Sertifikasi Indikasi Geografis bertujuan untuk meningkatkan daya saing produk pertanian. Yakni dengan menjual keunikan dari citra rasa produk pertanian yang dihasilkan suatu daerah dan tidak dimiliki daerah lain. Namun, sampai saat ini amanat perlindungan Indikasi Geografis baru direalisasikan atas produk kopi arabika Kintamani Bali, suatu tindakan lamban apabila dibandingkan dengan negara-negara lainnya.

B.       Rumusan Masalah
Berdasarkan substansi yang diuraikan diatas, maka Penulis bermaksud untuk merumusan  masalah sebagai berikut:
1.      Bagaimana ketentuan mengenai Indikasi Geografis dalam Undang-Undang Nomor 15 Tahun 2001 Tentang Merek?
2.      Bagaimana relevansi pemberian sertifikasi Indikasi Geografis dikaitkan dengan upaya peningkatan nilai tambah komoditas Kopi Kintamani?


BAB II
TINJAUAN PUSTAKA

A.    Tinjauan Umum Mengenai Indikasi Geografis
Belakangan ini, masyarakat dan perusahaan sering ingin menggunakan nama geografis untuk menunjukkan asal dari barang atau jasa yang mereka tawarkan kepada masyarakat, misalkan Kopi Toraja, Bika Ambon dll. Makna dari Indikasi Geografis adalah suatu tanda yang menunjukkan daerah asal barang yang dikaitkan dengan kualitas, reputasi atau karakteristik lain yang sesuai dengan asal geografis barang tersebut. Agar dapat dilindungi oleh Undang-Undang, Indikasi Geografis harus didaftarkan terlebih dahulu di kantor Hak Kekayaan Intelektual (HKI) Indonesia (Hak Kekayaan Intelektual Suatu Pengantar, Tim Lindsey dkk, 2006).

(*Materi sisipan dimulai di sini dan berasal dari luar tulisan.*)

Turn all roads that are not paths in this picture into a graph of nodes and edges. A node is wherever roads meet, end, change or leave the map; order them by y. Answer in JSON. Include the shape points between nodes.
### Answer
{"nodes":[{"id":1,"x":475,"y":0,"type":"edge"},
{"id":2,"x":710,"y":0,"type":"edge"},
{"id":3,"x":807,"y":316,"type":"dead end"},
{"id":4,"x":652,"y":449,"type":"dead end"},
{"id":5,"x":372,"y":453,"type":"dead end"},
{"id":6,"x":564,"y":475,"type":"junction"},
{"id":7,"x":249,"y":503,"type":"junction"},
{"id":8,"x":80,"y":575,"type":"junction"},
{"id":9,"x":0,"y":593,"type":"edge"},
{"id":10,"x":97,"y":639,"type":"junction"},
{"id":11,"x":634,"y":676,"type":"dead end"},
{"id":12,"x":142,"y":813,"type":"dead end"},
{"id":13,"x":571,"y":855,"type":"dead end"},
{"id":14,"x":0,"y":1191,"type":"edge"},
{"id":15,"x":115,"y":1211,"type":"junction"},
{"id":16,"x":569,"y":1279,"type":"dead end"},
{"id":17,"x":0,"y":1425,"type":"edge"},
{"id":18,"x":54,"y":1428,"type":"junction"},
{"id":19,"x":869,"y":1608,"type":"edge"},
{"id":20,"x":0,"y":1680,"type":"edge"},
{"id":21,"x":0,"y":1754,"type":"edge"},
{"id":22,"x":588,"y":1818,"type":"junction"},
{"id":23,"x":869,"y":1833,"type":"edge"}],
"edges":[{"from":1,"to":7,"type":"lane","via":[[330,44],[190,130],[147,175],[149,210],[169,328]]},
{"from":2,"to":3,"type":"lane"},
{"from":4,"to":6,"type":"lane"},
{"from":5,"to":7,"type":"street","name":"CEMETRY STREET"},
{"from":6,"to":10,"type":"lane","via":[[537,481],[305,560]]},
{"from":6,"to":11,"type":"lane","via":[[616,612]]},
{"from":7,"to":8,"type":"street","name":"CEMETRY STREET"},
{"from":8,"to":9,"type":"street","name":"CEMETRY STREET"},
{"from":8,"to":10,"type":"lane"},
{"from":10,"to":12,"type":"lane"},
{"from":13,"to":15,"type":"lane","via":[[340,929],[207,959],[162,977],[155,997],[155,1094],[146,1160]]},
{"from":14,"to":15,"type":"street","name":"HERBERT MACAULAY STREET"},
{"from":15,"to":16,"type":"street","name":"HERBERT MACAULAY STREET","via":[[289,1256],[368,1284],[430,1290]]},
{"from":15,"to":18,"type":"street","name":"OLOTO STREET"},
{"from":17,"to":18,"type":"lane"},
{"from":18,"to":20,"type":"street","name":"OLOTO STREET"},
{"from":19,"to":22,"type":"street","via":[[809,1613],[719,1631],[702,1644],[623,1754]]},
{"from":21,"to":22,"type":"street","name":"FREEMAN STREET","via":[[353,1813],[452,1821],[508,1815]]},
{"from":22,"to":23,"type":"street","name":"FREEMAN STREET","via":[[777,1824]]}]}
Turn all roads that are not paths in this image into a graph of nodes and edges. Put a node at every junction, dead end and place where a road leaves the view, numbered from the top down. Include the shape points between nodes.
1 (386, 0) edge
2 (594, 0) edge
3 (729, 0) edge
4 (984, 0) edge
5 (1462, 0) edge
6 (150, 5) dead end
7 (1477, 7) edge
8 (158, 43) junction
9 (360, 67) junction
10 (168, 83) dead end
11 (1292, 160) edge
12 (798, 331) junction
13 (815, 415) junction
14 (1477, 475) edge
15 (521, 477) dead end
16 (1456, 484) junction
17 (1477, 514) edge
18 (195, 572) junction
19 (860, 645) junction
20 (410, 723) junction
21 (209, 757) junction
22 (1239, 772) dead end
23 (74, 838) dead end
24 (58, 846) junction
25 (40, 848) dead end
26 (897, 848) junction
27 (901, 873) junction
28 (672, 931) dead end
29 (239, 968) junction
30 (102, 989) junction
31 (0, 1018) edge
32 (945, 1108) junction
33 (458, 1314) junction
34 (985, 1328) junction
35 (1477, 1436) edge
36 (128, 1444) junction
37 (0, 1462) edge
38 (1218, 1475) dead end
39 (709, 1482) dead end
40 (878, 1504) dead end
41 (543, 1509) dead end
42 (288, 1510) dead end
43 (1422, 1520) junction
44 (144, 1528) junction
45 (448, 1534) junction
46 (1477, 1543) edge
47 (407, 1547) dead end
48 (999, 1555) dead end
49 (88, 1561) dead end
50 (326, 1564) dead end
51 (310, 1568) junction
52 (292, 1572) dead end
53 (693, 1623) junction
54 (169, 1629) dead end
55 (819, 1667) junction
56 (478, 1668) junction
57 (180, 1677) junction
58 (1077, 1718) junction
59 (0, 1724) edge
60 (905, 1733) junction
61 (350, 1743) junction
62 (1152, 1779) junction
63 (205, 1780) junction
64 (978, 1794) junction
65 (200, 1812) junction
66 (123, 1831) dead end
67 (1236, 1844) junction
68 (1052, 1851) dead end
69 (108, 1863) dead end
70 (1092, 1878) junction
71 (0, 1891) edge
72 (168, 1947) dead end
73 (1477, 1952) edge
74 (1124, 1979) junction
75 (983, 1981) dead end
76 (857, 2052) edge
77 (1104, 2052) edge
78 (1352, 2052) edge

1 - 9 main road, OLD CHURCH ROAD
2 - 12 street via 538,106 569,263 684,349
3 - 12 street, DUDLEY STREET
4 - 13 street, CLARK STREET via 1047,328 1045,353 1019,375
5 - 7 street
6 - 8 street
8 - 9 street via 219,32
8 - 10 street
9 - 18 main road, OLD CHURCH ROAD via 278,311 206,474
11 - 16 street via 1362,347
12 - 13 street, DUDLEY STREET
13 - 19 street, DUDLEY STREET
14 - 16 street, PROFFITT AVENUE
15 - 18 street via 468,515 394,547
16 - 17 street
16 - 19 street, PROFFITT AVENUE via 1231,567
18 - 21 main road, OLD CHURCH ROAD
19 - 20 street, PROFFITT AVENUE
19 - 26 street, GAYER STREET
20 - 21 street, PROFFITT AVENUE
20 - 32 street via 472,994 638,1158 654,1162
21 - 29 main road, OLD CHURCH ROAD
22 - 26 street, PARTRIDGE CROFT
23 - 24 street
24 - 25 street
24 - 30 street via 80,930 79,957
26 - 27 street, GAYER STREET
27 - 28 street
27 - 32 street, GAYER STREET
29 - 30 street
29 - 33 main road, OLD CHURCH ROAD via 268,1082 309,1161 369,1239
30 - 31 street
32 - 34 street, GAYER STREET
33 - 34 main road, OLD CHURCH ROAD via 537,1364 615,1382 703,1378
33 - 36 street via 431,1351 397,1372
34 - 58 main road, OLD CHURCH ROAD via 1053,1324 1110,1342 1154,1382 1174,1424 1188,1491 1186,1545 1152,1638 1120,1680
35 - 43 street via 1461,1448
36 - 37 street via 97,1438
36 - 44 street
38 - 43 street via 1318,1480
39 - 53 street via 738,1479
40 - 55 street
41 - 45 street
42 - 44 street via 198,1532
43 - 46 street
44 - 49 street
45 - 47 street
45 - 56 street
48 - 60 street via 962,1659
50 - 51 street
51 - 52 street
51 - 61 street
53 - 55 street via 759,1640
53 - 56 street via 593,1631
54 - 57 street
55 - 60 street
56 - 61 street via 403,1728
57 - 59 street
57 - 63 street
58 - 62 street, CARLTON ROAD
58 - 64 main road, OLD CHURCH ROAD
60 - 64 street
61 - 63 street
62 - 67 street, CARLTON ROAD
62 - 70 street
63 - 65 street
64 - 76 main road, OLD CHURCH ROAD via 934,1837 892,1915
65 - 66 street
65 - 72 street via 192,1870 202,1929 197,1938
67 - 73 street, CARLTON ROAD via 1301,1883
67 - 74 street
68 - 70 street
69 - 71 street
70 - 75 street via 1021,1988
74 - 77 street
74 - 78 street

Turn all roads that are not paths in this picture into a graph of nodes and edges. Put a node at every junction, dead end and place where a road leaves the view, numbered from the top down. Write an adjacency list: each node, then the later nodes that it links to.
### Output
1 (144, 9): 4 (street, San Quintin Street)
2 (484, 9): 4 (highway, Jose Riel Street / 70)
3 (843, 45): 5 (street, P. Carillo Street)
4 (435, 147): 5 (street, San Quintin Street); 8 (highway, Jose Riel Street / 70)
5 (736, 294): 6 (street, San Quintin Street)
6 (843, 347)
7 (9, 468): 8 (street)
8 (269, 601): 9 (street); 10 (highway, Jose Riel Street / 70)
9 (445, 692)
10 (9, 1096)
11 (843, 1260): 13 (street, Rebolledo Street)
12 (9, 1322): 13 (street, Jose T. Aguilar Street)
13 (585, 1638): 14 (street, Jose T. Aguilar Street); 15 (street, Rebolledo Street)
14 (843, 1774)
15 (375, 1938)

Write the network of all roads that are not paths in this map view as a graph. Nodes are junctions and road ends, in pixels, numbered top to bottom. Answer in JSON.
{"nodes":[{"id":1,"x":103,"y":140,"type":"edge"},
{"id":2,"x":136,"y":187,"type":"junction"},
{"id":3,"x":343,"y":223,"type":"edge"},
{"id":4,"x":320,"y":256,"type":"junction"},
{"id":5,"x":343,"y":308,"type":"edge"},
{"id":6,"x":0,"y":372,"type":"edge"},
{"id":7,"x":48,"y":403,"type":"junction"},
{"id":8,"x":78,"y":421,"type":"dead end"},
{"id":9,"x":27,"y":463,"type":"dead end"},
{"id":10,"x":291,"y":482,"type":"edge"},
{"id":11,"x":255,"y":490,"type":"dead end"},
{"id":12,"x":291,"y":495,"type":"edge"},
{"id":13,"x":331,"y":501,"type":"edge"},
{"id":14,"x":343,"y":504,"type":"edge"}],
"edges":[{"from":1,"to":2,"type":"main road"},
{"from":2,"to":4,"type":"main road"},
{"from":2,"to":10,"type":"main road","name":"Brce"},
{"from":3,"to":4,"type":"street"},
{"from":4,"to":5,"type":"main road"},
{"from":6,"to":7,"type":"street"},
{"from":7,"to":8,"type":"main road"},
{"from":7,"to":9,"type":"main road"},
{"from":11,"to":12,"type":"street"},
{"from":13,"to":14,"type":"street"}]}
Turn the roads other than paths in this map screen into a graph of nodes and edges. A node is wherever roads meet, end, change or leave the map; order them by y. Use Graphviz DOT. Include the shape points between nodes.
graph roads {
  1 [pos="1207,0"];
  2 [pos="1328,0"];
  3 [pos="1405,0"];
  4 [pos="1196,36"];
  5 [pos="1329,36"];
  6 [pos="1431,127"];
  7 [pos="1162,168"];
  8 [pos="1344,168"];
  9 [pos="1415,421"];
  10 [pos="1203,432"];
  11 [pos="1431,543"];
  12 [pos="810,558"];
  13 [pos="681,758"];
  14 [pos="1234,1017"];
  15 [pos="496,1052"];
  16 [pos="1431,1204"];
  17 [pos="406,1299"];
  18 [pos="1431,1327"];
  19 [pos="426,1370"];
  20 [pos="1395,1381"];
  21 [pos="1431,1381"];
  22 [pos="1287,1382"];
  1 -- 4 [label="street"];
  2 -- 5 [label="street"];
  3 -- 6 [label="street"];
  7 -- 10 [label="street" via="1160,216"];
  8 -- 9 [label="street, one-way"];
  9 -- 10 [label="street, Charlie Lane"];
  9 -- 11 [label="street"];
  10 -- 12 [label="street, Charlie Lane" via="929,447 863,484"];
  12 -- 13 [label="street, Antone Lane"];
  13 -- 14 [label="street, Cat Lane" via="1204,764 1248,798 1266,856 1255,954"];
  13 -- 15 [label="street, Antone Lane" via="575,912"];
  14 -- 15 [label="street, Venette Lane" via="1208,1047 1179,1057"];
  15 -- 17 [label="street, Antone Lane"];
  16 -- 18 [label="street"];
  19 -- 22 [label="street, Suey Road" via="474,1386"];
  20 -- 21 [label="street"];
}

Sedangkan pengertian Indikasi Geografis menurut Undang-Undang Nomor 15 Tahun 2001 Tentang Merek Pasal 56 :
1.      Indikasi Geografis dilindungi sebagai suatu tanda yang menunjukkan daerah asal suatu barang, yang karena faktor lingkungan geografis termasuk faktor alam, faktor manusia, atau kombinasi dari kedua faktor tersebut, memberikan ciri dan kualitas tertentu pada barang yang dihasilkan.
2.      Indikasi Geografis mendapatkan perlindungan setelah terdaftar atas dasar permohonan yang diajukan oleh :
a.    Lembaga yang mewakili masyarakat di daerah yang memproduksi barang yang bersangkutan, yang terdiri atas :
1)      Pihak yang mengusahakan barang yang merupakan hasil alam atau kekayaan alam.
2)      Produsen barang hasil pertanian
3)      Pembuat barang-barang kerajinan tangan atau hasil indrustri ; atau
4)      Pedagang yang menjual barang tersebut
b.   Lembaga yang diberikan kewenangan untuk itu ; atau
c.    Kelompok konsumen barang tersebut.

Perlindungan Indikasi Geografis di Indonesia
Indikasi Geografis (IG) di Indonesia memuat perlindungan kolektif dan tertuang dalam Undang-Undang hak eksklusif Perlindungan Indikasi Geografis terhadap suatu produk kepada masyarakat, bukan kepada individu atau perusahaan tertentu. Secara nasional perlindungan Indikasi Geografis diatur dalam Undang-Undang Nomor 15 Tahun 2001, dan setelah mengalami beberapa perubahan dan penyempurnaan maka pada tanggal 4 September 2007 keluarlah  Peraturan Pemerintah Nomor 51 Tahun 2007 Tentang Perlindungan Indikasi Geografis.
Beberapa contoh Indikasi Geografis dari Indonesia :
1.            Bika Ambon
2.            Kopi Jawa
3.            Kopi Toraja
4.            Kopi Arabika Kintamani
5.            Wajit Cililin, dll
Masih banyak lagi kekayaan Indikasi Geografis yang harus di daftarkan, karena tersebar luas di seluruh Indonesia. Oleh karena itu, peran Pemerintah Daerah untuk menginventarisasi dan membantu dalam mendaftarkan kekayaan Indikasi Geografis yang dimilikinya penting untuk dilakukan.
Jika kita perhatikan, Indonesia sangat kaya akan kekayaan alam berupa hasil-hasil pertanian, barang-barang kerajinan tangan dan hasil indrustrinya, sangat banyak sekali potensi Indikasi Geografis yang perlu segera di daftarkan ke Kantor Hak Kekayaan Intelektual (HKI) Indonesia.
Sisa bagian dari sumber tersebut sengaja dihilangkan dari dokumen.